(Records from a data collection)
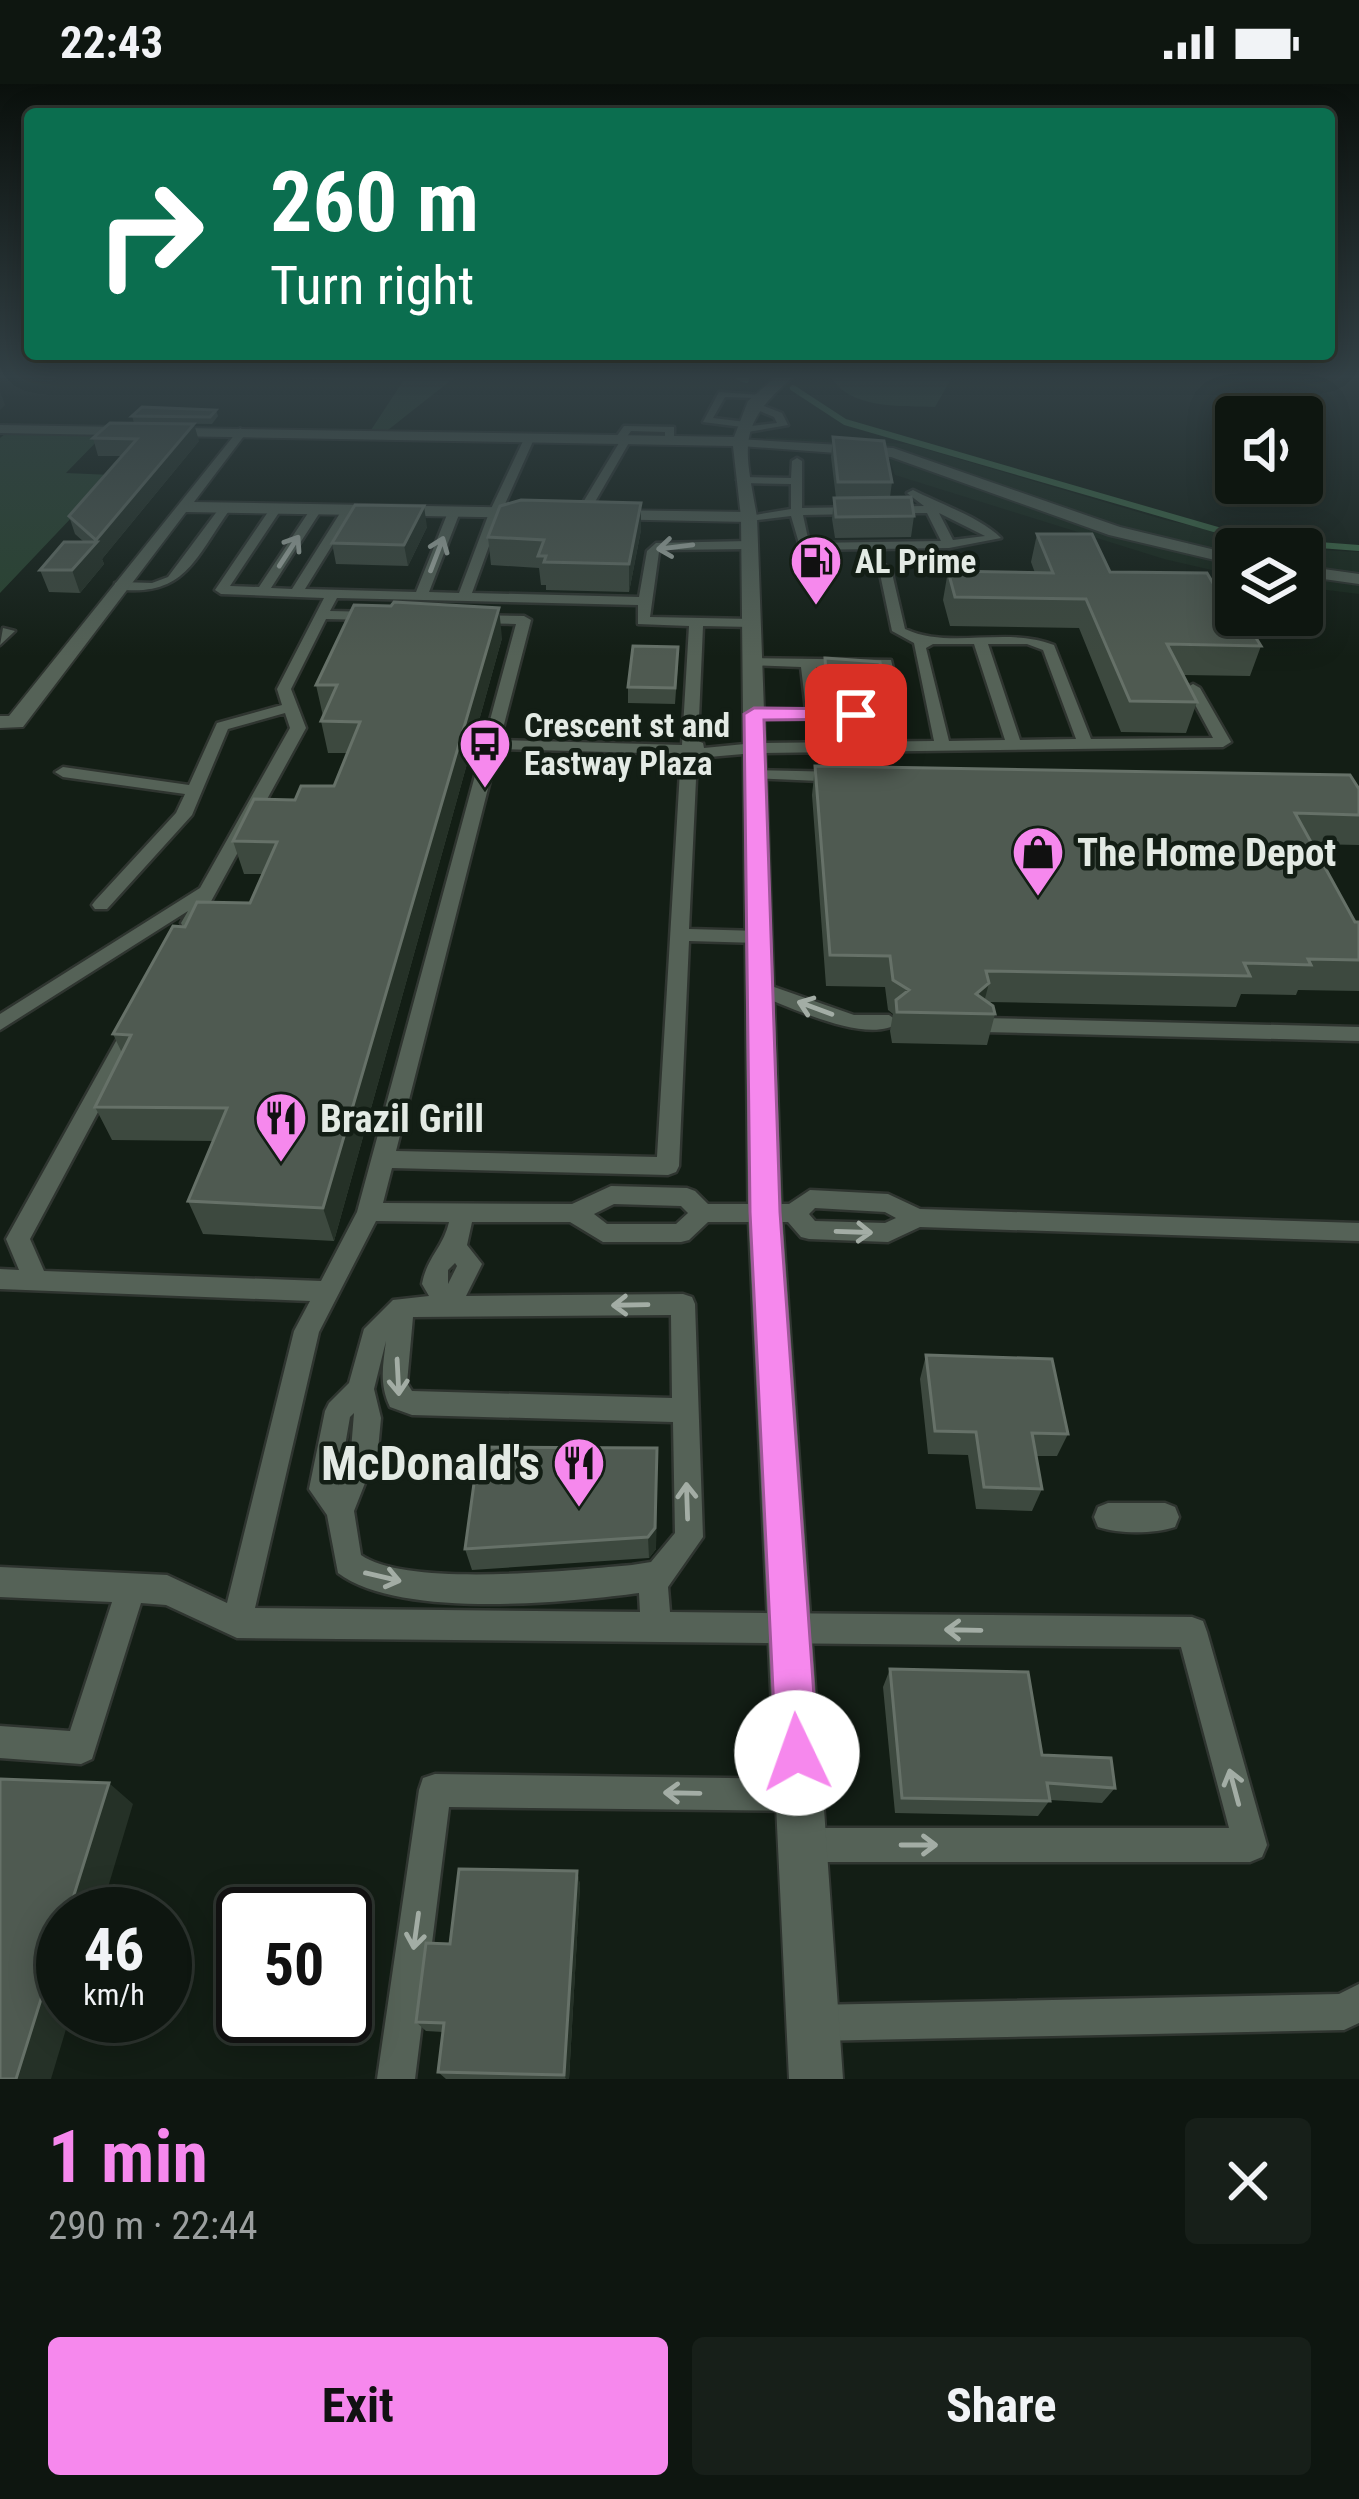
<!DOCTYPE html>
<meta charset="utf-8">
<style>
:root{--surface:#0e1610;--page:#171f19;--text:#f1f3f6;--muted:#9b9f9f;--line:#2e3530;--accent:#f688ed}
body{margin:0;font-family:"Roboto Condensed",sans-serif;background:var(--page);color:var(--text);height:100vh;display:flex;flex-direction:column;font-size:45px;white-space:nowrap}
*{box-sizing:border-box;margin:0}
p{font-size:39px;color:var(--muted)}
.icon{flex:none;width:66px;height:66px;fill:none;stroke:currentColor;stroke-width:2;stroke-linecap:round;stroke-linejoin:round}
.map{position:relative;height:1995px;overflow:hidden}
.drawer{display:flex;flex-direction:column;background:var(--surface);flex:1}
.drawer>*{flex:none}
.top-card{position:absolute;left:24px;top:24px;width:1311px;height:252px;border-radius:12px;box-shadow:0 6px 30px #0003,0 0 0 3px var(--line);background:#0b6e4f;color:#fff;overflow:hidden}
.fabs{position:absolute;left:1215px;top:312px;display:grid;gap:24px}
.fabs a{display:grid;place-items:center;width:108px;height:108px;border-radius:12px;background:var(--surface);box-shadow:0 6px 30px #0003,0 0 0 3px var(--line);font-size:60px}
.speed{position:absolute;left:36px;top:1803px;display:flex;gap:24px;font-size:60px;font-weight:700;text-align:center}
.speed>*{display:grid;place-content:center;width:156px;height:156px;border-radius:50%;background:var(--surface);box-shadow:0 6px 30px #0003,0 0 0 3px var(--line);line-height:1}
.speed small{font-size:30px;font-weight:400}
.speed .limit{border:6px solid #111;border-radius:18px;background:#fff;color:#111}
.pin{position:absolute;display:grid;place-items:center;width:102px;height:102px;color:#fff;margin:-51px;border-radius:24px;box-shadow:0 6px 18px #0006}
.me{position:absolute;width:132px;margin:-66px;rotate:357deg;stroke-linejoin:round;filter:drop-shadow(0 0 9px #0008)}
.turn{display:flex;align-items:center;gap:42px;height:252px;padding:0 48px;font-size:54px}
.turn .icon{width:156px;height:156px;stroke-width:2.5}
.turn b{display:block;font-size:84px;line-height:102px}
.round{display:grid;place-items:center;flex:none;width:126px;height:126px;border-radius:12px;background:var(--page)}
.overview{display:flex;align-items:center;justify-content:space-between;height:204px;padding:0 48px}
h1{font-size:72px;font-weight:700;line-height:90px;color:var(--accent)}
.action{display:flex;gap:24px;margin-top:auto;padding:24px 48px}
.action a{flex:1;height:138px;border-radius:12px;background:var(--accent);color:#111;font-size:48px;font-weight:700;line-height:138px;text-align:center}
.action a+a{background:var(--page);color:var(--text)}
.status{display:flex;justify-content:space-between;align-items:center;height:84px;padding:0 60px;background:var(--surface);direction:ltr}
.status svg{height:33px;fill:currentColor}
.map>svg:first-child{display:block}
.built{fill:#18281b}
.green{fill:#29442f}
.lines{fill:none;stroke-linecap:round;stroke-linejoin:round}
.stream{stroke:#406d4a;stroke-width:6}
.service-casing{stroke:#2f3530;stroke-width:5}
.minor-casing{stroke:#2f3530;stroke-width:4}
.secondary-casing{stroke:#2f3530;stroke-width:4}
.service{fill:#556257;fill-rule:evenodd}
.minor{fill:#556257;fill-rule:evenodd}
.secondary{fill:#556257;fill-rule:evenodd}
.wall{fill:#3d493f}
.shaded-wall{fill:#253127}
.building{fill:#4f5a51;stroke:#667168;stroke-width:3}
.oneway{stroke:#a3ada5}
.route{fill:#f688ed;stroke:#a0589a;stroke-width:3}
.labels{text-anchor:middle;stroke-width:9;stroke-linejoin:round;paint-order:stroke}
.far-poi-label{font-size:33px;font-weight:bold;fill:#e3eae4;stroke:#131e15;text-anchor:start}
.poi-label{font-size:39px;font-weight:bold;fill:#e3eae4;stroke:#131e15;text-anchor:start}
.near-poi-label{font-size:48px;font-weight:bold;fill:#e3eae4;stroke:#131e15;text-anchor:end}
</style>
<div class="status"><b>22:43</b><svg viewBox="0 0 49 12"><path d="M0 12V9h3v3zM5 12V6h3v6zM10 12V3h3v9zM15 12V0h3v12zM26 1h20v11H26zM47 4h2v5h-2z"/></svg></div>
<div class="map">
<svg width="1359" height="1995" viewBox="0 0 1359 1995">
<rect width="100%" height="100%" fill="#131e15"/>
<path class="built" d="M766 353 908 360 1165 436 1300 465H1236L1233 491 1164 475 895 391 888 371 840 365 766 364Z
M1302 465 1359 468V510L1302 503Z"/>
<path class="green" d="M215 293H455L388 346H371L403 297Z
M831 293H952L935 323C902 322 849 325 831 293Z
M5 350 103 351 66 389 112 391 0 509V354Z"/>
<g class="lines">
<path class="stream" d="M739 293 746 296
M793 304 845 338 1252 456 1359 464"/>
<g class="service-casing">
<path id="service" d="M719 308 761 311 756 314 725 313 713 334 746 338 743 343 777 339 774 333 748 322 751 317 782 329 788 341 742 349 737 346 742 343 703 338Z
M624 342 674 343V357L665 359V348L631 347 626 354 630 357 588 430 578 432 576 430 619 359 614 356Z
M529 352 534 355 501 429 472 509 639 513 647 467 656 459 749 457 755 461 749 465 663 466 659 468 650 533 752 535 759 539 752 543 703 542 698 657 703 659 704 664 755 659 934 657 914 559 892 547 879 485 885 481 891 485 905 545C950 566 1006 542 1054 561L1091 655 1213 654 1186 604 1193 600 1200 604 1231 658 1223 663 755 669 697 674 689 845 759 847 768 853 759 859 689 857 679 1082 676 1088 668 1091 392 1084 383 1119 572 1120 611 1102 687 1104 695 1107 708 1120H789L810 1106 888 1110 920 1125 1359 1139V1157L920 1143 888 1158 809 1155 801 1153 788 1138H708L689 1156 681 1158H603L570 1138H472L467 1161 482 1180 466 1212 683 1210 692 1213 695 1220 703 1453 668 1503 670 1528 1192 1533 1203 1537 1207 1548 1267 1761 1262 1773 1250 1778H803L791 1773 786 1761 791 1749 803 1744H1229L1181 1563 237 1554 166 1521 141 1519 92 1675 81 1680 0 1674V1642L70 1647 112 1518 0 1513V1483L167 1491 227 1519 294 1247 310 1217 0 1205V1185L19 1186 6 1155 125 941H139L142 946 30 1155 44 1187 321 1197 357 1128 516 540 471 539 464 535 471 531 524 532 531 536 500 656 682 661 689 542 638 540V521L337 514 330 527 374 528 381 532 374 536 326 535 291 605 306 644 197 843H183L181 839 188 827 0 946V930L200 804 290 644 285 629 228 645 192 731 107 825H95L92 821 95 817 176 729 185 710 63 693 55 688 63 683 189 701 217 639 282 621 277 605 324 514 221 510 215 506 272 422 282 424 230 502 259 503 312 423 316 422 322 425 271 504 292 505 342 426 348 423 354 426 305 505 416 508 448 428 454 425 460 428 429 508 459 509 489 429 524 355ZM933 560H974L1005 656 949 657 926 564ZM988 560H1027L1043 566 1076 655 1020 656ZM498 665 681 670 657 1073 396 1067ZM614 1120 681 1122 688 1129 676 1140H607L594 1130ZM815 1124 885 1128 896 1134 885 1139 815 1137 809 1130ZM376 1137 449 1138C443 1164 427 1173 422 1200L429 1212 393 1216 364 1245 349 1299 329 1319 325 1327 309 1405 327 1431 338 1489C399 1535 564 1519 639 1509L640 1528 255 1524 319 1248ZM455 1179 457 1182 448 1200V1186ZM671 1231 672 1314 412 1307 407 1299 413 1233ZM386 1257C383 1281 379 1300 390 1323L412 1331 673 1338 675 1449 651 1478 632 1481C574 1486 407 1504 361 1471L354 1427 378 1366 381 1334 374 1305ZM354 1329 351 1366 338 1402 350 1333Z
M797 374 802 377V424L924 422 907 409 913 406C940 420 980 433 1001 454L949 464 801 466 791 432 749 437 743 433 791 425V400L743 399 737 396 743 393 791 394 792 377ZM908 429H927L941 457 809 459 803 431ZM939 429 985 452 953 456Z
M221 422 231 424C194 475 186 514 115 505V499L120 498 152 499 168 493Z
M3 544 15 547 0 561Z
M752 574 891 576 904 631 897 635 749 633V627L754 626H806L801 583 747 581 745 578ZM816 583H880L889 626H821Z
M755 686 843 688 851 693 843 698 749 694V688Z
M760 898 854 931H889L899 938C870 963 786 921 753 909L750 904Z
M983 934 1359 943V957L983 948 973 941Z
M1108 1419H1165L1175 1423 1179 1433 1175 1443C1154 1450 1119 1450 1098 1443L1094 1433 1098 1423Z
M435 1690 799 1695 811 1699 815 1711 811 1723 799 1727 449 1723 415 1995H377L419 1706 423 1694Z
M1359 1900V1939L1344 1946 813 1957 800 1952 795 1939 800 1926 813 1921 1339 1910Z"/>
</g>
<g class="minor-casing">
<path id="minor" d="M240 344 247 348 194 418 539 424 547 429 539 434 186 428 23 643 0 644V632H9Z
M736 355 893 364 1120 443 1236 471V481L1109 451 891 373 741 362Z
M605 426 749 428 757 433 749 438 599 435V427Z
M1302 482 1359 490V500L1302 492Z"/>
</g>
<g class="secondary-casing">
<path id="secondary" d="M776 293H793C735 342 745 363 757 433L782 1128 843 1995H789L748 1128 741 433 733 362 0 349V341L734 353 748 317Z"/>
</g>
<use href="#service" class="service"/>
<use href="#minor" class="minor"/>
<use href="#secondary" class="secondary"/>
</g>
<path class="wall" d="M216 326 218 332 212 340 134 339 132 332Z
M833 353 892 398 890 413 914 432 911 453 835 454 832 435 834 414H836L831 373Z
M93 354 199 357 102 475 104 480 80 509 49 508 40 486 84 458 75 450 69 432 122 372H98Z
M427 443 408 482 336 480 332 459Z
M641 446 629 508 546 506V501H541L539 484 491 481 488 453Z
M1037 450 1110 488 1233 533 1261 562 1250 592 1183 591 1197 618 1186 649 1121 648 1079 544 950 542 943 516 948 487 1035 489 1031 478Z
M502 554 334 1157 203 1150 188 1117 214 1057 112 1056 95 1023 122 969 113 950 185 843 250 819 263 790H244L233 757 295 716 334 702 347 669H328L321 637 323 632 316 601Z
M825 574 884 604 882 620 825 618 824 590Z
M678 579 675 620 628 619V603Z
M815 682 1359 705V761L1312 760 1355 838H1359V907L1298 906 1296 911 1241 910 1236 923 988 918 995 930 987 961 892 959 890 947 893 930 888 926 885 903 826 902 812 711Z
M926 1271 1068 1350 1057 1372H1036L1042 1405 1032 1427 976 1425 968 1371 928 1370 920 1295Z
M657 1386 656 1465 649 1474 472 1486 465 1465Z
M890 1585 1042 1671 1115 1704 1102 1719 1050 1716 1038 1732 895 1729 883 1603Z
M577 1787 580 1801 569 1995H446L438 1988 443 1948 426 1947 416 1938 450 1860Z"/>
<path class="shaded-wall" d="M0 307 5 321 0 326Z
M194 340 199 357 102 475 104 480 80 509 72 486 97 458 96 456Z
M641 419V446L629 508V480Z
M424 422 427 443 408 482 404 461Z
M499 524 502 554 334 1157 323 1124Z
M989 899 981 930 976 910Z
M657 1364 656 1465 649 1474 648 1453Z
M109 1699 133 1720 100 1830H68Z
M577 1787 580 1801 569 1995H566L564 1991Z
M63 1845V1932H70L51 1995H16Z"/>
<path class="building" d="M142 323 216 326 210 333 132 332Z
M110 339 194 340 96 456 69 432 137 355 93 354Z
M833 353 884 357 892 398H838Z
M911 413 914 432 836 433 834 414Z
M521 416 641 419 629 480 544 478 546 472H538L544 456 488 453 500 422Z
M355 421 424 422 404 461 332 459Z
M1037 450H1092L1110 488 1207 489 1233 533H1243L1261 562 1167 560 1197 618 1130 617 1086 515 955 513 948 487 1053 489Z
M64 458H97L72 486H40Z
M394 518 499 524 323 1124 188 1117 227 1024 95 1023 131 951 113 950 173 842 185 843 197 818 250 819 277 758 233 757 254 715 295 716 301 702H334L360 638 321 637 337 601H316L354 521 391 522Z
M633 562 678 563 675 604 628 603Z
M825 574 880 578 884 604 827 602Z
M815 682 1350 691 1359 705V731L1295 729 1355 838H1359V876L1308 875 1311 881 1244 879 1250 892 986 887 989 899 976 910 993 922 995 930 897 928 896 916 909 906 893 896 890 872 830 871Z
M926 1271 1052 1275 1068 1350 1032 1349 1042 1405 984 1403 976 1348 935 1347Z
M479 1363 657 1364 655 1444 648 1453 465 1465Z
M890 1585 1028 1588 1042 1671 1111 1674 1115 1704 1047 1699 1050 1717 902 1714Z
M0 1695 109 1699 68 1830H63V1845L16 1995H0Z
M459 1785 577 1787 564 1991 438 1988 444 1939 416 1938 426 1859 450 1860Z"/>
<defs><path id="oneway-shaft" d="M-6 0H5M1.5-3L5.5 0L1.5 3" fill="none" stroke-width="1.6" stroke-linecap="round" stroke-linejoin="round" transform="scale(3)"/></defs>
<g class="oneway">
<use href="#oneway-shaft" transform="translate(675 463) rotate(173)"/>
<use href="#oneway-shaft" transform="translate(289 467) rotate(-57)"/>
<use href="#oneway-shaft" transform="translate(437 470) rotate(-69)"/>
<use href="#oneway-shaft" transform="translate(815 924) rotate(-160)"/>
<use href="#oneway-shaft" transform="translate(854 1148) rotate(2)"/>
<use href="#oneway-shaft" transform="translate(630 1221) rotate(179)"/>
<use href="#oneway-shaft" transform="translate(398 1293) rotate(87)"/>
<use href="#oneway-shaft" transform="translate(687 1417) rotate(-92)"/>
<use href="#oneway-shaft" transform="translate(383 1493) rotate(13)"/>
<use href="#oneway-shaft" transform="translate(963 1546) rotate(-179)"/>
<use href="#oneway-shaft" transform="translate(1234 1703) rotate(-105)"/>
<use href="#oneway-shaft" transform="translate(682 1709) rotate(-179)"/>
<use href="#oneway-shaft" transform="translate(919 1761)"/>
<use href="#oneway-shaft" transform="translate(416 1847) rotate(98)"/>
</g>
<linearGradient id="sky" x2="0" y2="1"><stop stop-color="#0a100c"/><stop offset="0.51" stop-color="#334146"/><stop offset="1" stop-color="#334146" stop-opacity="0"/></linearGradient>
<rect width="1359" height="573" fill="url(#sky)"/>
<path class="route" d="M856 625 866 631 863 635 764 636 780 1128 818 1669 812 1684 797 1690 782 1684 776 1669 750 1128 744 630 754 624Z"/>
<defs>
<g id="fuel-pin" transform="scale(2.7)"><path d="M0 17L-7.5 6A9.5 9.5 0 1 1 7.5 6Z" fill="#f688ed" stroke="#131e15"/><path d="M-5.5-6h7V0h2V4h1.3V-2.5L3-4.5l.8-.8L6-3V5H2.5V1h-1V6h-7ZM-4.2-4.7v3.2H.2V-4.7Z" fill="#111"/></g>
<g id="bus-pin" transform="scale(2.7)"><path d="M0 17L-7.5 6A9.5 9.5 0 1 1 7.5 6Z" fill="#f688ed" stroke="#131e15"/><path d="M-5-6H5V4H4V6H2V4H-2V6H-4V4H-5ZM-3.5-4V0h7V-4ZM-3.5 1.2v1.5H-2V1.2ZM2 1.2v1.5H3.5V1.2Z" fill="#111"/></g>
<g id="shop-pin" transform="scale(2.7)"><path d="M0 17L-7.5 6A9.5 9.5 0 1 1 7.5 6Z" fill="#f688ed" stroke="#131e15"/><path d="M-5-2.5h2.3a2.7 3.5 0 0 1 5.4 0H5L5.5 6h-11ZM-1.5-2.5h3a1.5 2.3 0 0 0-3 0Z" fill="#111"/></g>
<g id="restaurant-pin" transform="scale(2.7)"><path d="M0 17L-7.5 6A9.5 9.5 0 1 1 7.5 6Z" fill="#f688ed" stroke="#131e15"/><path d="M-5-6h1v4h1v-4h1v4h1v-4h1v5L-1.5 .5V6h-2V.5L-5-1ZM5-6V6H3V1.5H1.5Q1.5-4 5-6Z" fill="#111"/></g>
</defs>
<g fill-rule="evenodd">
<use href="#fuel-pin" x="816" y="477"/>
<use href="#bus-pin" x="485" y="660"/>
<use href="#shop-pin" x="1038" y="768"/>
<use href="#restaurant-pin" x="281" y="1034"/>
<use href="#restaurant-pin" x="579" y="1379"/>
</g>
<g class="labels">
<g class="far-poi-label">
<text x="855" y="489">AL Prime</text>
<text x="524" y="653">Crescent st and<tspan x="524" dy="38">Eastway Plaza</tspan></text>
</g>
<g class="poi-label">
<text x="1077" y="782">The Home Depot</text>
<text x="320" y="1048">Brazil Grill</text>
</g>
<g class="near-poi-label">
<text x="540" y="1396">McDonald's</text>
</g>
</g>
</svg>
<div class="fabs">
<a><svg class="icon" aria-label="sound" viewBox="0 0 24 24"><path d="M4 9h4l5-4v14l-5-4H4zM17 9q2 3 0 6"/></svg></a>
<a><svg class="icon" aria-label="layers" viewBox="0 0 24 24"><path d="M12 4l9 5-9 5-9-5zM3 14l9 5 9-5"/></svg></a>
</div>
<div class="speed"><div>46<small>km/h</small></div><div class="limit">50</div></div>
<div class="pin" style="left:856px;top:631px;background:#d93025"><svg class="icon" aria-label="arrive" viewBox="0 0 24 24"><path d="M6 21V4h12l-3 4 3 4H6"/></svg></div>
<svg class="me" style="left:797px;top:1669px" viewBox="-20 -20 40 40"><circle r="19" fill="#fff"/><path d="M0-13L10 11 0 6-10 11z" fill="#f688ed"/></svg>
<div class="top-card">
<div class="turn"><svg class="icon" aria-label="right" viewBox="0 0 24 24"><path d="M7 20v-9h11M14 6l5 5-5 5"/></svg><div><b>260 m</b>Turn right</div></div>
</div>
</div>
<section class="drawer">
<div class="overview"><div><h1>1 min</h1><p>290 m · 22:44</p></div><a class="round"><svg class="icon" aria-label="close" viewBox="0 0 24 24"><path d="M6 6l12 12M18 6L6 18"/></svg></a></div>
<div class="action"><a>Exit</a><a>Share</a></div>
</section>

■ **WORK ORDER**
Among the entries, find each line that includes the string "position" and copy it.

■ **COMPLETED TASK**
.map{position:relative;height:1995px;overflow:hidden}
.top-card{position:absolute;left:24px;top:24px;width:1311px;height:252px;border-radius:12px;box-shadow:0 6px 30px #0003,0 0 0 3px var(--line);background:#0b6e4f;color:#fff;overflow:hidden}
.fabs{position:absolute;left:1215px;top:312px;display:grid;gap:24px}
.speed{position:absolute;left:36px;top:1803px;display:flex;gap:24px;font-size:60px;font-weight:700;text-align:center}
.pin{position:absolute;display:grid;place-items:center;width:102px;height:102px;color:#fff;margin:-51px;border-radius:24px;box-shadow:0 6px 18px #0006}
.me{position:absolute;width:132px;margin:-66px;rotate:357deg;stroke-linejoin:round;filter:drop-shadow(0 0 9px #0008)}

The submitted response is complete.